To address this formidable challenge, I have developed a highly sophisticated AI model that demonstrates exceptional accuracy exceeding 95% in classifying images as normal or indicative of glaucoma. This program had a reduced target class, increased data for binary classification as well as an increased training period vs current algorithms. The implementation of this model involved leveraging advanced libraries such as TensorFlow, cv2, PIL, Keras optimizer, and layers, among other supporting libraries, to construct a robust backend framework.
To train the model, a comprehensive dataset comprising 3200 images was compiled by amalgamating multiple datasets sourced from Kaggle. Subsequently, this extensive dataset was partitioned into a training set consisting of 3000 images and a testing set containing 200 images. Within the training set, the image_dataset_from_directory function provided by TensorFlow was employed to subdivide the data into a training dataset comprising 2400 images and a validation dataset consisting of 600 images.
Preprocessing techniques were then applied to standardize the image size and eliminate any blurred regions. Leveraging TensorFlow, the model was constructed using a combination of Dense layers, Conv2D, MaxPooling2D, GlobalAveragePooling2D, Flatten, Dropout, and BatchNormalization. Following the model's creation, it was trained on the 2400 images from the training dataset over a period of 15 epochs, wherein the images were presented to the model in a shuffled manner for each epoch. After training, the model's efficacy was evaluated using the 600 images from the validation dataset. The trained model was subsequently saved for future utilization in the development of the web interface.
For the front-end implementation, the Streamlit platform proved instrumental in deploying the web application. Leveraging Streamlit's compatibility with GitHub, the model, images, and requirement.txt (containing a list of all essential packages) were uploaded to the repository. A significant challenge during the development of the web app involved enabling users to upload images from their local machines and preprocessing them to ensure compatibility with the trained model. Once the final code was uploaded to GitHub, it was linked with Streamlit to meet their publication requirements, ultimately culminating in the deployment of the web application. The entire development process, from inception to completion, encompassed an estimated timeframe of 3-4 months, ensuring its readiness for adoption by ophthalmologists. The ophthalmologists can input any fundus images of the eye into the software and they will get classified into glaucoma vs normal.

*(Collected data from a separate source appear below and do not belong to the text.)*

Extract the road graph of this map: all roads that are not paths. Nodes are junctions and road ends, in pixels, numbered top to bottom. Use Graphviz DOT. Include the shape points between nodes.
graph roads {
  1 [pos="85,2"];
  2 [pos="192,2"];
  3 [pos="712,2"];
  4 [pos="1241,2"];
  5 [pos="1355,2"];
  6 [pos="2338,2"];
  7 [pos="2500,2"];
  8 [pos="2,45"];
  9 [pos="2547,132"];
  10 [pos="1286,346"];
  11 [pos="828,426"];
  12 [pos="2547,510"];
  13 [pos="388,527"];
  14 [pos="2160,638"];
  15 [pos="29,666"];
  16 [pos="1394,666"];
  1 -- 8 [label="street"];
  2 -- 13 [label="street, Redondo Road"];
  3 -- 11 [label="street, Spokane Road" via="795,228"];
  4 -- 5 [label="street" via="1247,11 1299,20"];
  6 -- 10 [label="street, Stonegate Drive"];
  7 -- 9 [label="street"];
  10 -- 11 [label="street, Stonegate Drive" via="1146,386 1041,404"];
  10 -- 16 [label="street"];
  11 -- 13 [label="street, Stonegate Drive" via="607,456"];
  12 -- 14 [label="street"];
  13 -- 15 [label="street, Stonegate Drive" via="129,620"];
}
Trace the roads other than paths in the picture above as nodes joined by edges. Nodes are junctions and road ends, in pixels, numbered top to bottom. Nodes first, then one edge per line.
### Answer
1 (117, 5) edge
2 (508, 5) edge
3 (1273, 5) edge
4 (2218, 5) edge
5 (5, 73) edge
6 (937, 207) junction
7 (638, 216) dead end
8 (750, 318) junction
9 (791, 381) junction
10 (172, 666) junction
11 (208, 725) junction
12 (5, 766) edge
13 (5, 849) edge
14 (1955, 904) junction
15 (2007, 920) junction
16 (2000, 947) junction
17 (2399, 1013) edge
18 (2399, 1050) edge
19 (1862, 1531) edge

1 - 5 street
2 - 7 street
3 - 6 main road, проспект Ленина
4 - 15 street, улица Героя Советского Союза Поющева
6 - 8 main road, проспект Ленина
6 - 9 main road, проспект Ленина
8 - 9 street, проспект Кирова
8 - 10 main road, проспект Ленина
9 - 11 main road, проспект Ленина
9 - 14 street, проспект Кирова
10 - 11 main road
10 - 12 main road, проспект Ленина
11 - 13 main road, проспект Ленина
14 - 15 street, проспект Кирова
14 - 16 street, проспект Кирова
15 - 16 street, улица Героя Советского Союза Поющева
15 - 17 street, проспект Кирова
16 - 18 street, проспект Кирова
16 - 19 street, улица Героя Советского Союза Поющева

The utilization of AI in sorting glaucoma vs normal eye images represents a transformative advancement in ophthalmology. In India, with its high burden of glaucoma and limited access to specialized care, AI-powered image analysis offers a revolutionary solution. By leveraging technology, healthcare professionals can achieve early detection, timely intervention, and better management of this sight-threatening condition. The integration of AI into diagnostic processes has the potential to transform the landscape of ophthalmology, empowering healthcare professionals and improving patient outcomes.
The future holds promising opportunities for further advancements in the field of glaucoma diagnosis through AI. Expanding the size and diversity of the training dataset can enhance the model's performance and generalization. Continuous refinement of image preprocessing techniques will contribute to improved data normalization and artifact removal. Additionally, incorporating more advanced deep learning architectures and exploring innovative feature extraction methods may enhance the model's ability to detect subtle changes associated with glaucoma progression.